→ **TO DO**:
Where does the word "thumb" appear in the entries below? Copy each line that holds it.

* * * * * * *

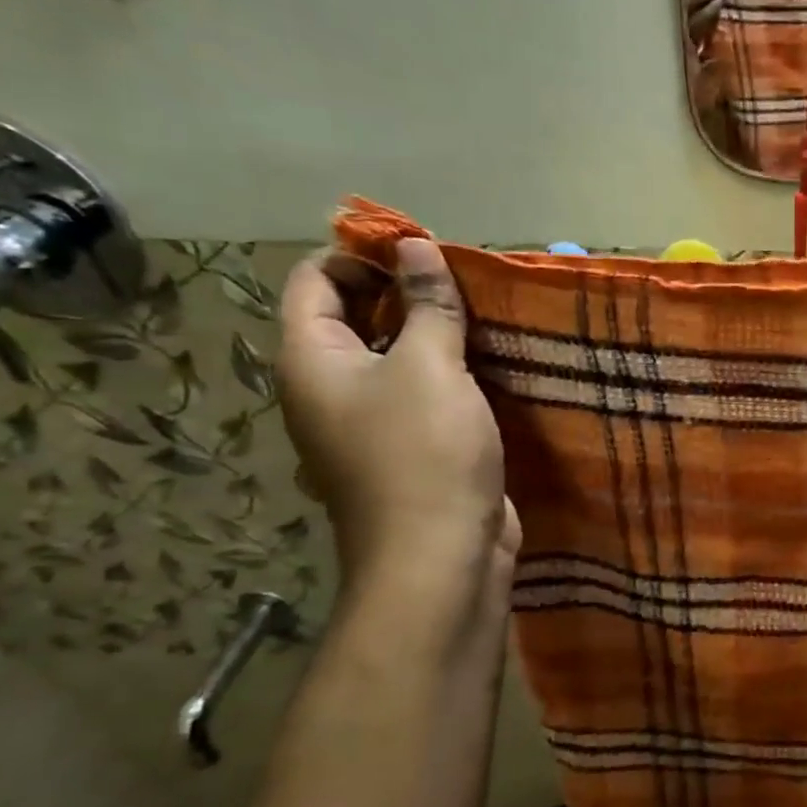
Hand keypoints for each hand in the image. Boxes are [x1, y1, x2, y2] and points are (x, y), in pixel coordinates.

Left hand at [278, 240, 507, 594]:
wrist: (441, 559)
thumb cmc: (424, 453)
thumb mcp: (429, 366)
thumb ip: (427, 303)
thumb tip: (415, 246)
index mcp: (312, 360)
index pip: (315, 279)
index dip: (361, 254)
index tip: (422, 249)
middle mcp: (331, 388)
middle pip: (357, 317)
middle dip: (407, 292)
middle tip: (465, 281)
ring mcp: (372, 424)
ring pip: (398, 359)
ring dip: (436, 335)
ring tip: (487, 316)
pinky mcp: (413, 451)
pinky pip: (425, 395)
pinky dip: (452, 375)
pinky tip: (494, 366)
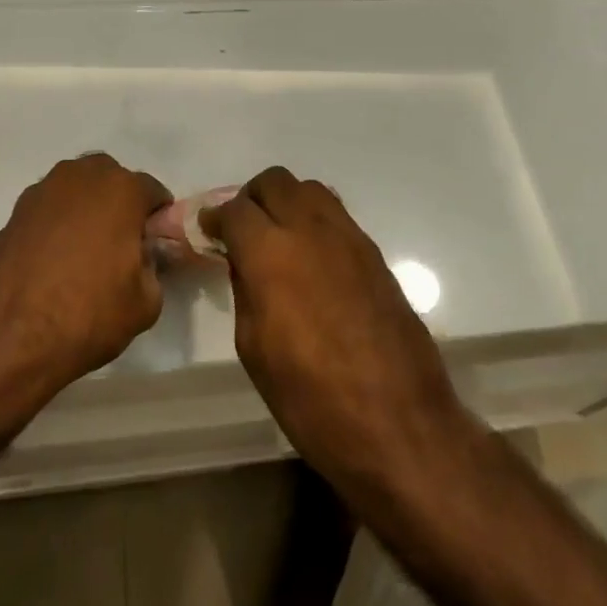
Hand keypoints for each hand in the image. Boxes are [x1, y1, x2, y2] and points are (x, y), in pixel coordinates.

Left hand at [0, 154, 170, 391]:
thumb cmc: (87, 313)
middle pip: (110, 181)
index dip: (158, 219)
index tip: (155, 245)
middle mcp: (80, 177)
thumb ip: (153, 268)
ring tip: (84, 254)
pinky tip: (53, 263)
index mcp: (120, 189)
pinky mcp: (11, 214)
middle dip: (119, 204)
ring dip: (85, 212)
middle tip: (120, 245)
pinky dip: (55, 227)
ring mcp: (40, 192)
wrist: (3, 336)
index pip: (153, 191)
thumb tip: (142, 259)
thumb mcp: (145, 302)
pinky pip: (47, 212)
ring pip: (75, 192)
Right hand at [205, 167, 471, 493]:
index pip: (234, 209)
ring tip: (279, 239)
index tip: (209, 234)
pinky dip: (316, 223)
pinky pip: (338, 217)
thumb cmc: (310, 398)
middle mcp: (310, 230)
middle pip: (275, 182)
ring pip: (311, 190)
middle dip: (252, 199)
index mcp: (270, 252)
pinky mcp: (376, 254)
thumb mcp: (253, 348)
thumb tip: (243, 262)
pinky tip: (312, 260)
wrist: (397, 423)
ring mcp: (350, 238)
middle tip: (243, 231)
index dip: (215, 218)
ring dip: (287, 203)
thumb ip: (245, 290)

* * * * * * *

→ **ANSWER**:
thumb cmc: (424, 453)
thumb mcp: (429, 366)
thumb ip: (427, 303)
thumb tip: (415, 246)
thumb cmc: (87, 313)
thumb ip: (153, 268)
thumb tip: (142, 259)
thumb mcp: (145, 302)
thumb cmc: (310, 398)
thumb mcp: (253, 348)
thumb tip: (243, 262)
thumb ip: (245, 290)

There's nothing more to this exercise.